___ The input ___
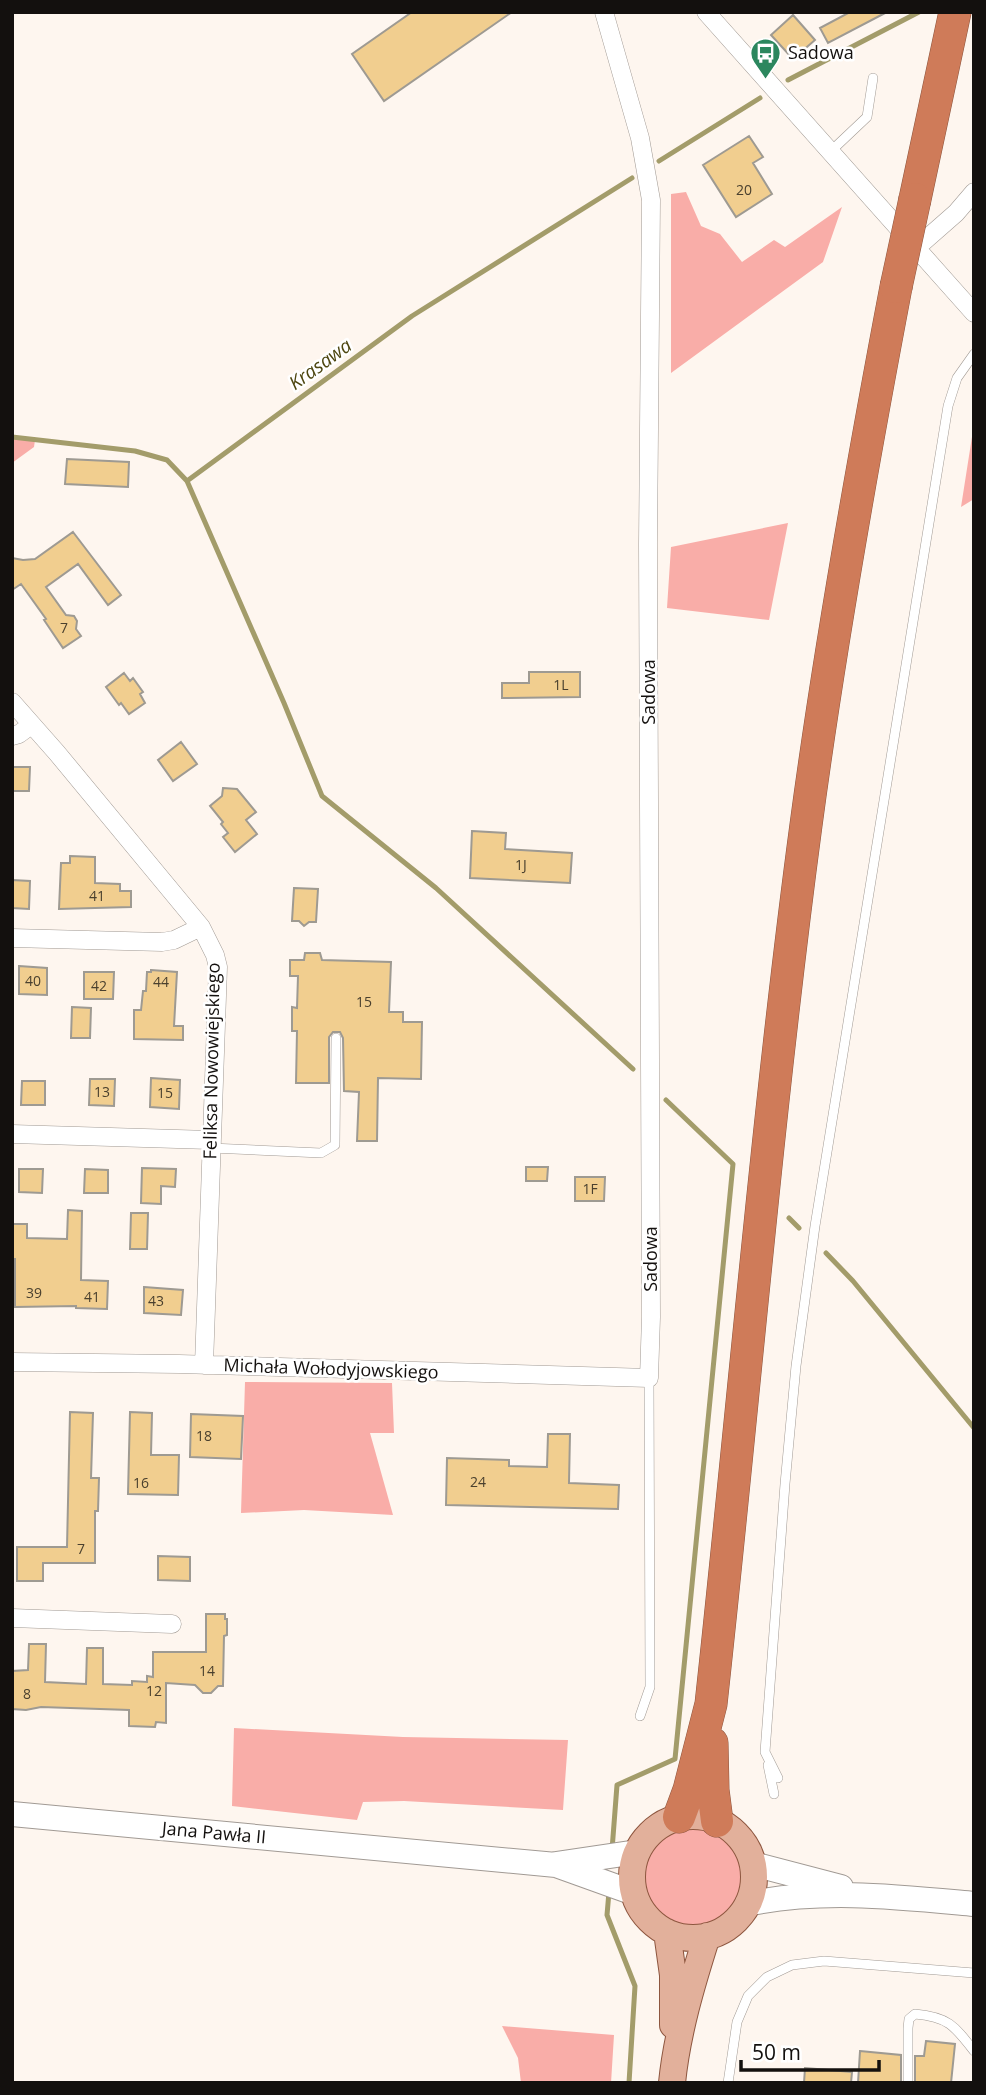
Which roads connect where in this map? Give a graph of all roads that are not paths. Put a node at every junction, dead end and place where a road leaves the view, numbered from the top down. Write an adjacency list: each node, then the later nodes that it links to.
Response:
1 (604, 12): 20 (street, Sadowa)
2 (706, 12): 5 (street)
3 (955, 12): 23 (highway, bridge)
4 (873, 78): 5 (lane)
5 (830, 152): 7 (street)
6 (974, 192): 7 (street)
7 (915, 249): 8 (street)
8 (974, 313)
9 (974, 354): 25 (lane)
10 (12, 702): 11 (street, Feliksa Nowowiejskiego)
11 (31, 724): 12 (street); 13 (street, Feliksa Nowowiejskiego)
12 (12, 736)
13 (201, 927): 14 (street); 17 (street, Feliksa Nowowiejskiego)
14 (12, 938)
15 (336, 1038): 17 (lane)
16 (12, 1134): 17 (street)
17 (210, 1144): 19 (street, Feliksa Nowowiejskiego)
18 (12, 1362): 19 (street, Michała Wołodyjowskiego)
19 (204, 1365): 20 (street, Michała Wołodyjowskiego)
20 (649, 1378): 24 (lane)
21 (12, 1618): 22 (street)
22 (172, 1623)
23 (711, 1704): 29 (highway); 30 (highway)
24 (640, 1716)
25 (765, 1752): 26 (lane); 27 (lane)
26 (778, 1778)
27 (774, 1794)
28 (12, 1814): 32 (main road, Jana Pawła II)
29 (679, 1817): 30 (main road); 31 (main road)
30 (717, 1821): 33 (main road)
31 (620, 1854): 32 (main road); 34 (main road)
32 (556, 1864): 34 (main road)
33 (752, 1864): 35 (main road); 37 (main road)
34 (617, 1887): 38 (main road)
35 (876, 1895): 36 (main road); 37 (main road)
36 (974, 1903)
37 (747, 1904): 39 (main road)
38 (667, 1932): 39 (main road); 42 (main road)
39 (707, 1936): 42 (main road)
40 (974, 1973): 43 (lane)
41 (974, 2051): 44 (lane)
42 (673, 2074)
43 (728, 2083)
44 (908, 2083)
___
_Problem to solve_
Counting only lines that contain the word "road", state how many appear in the entries, and add nothing.

_Reply_
12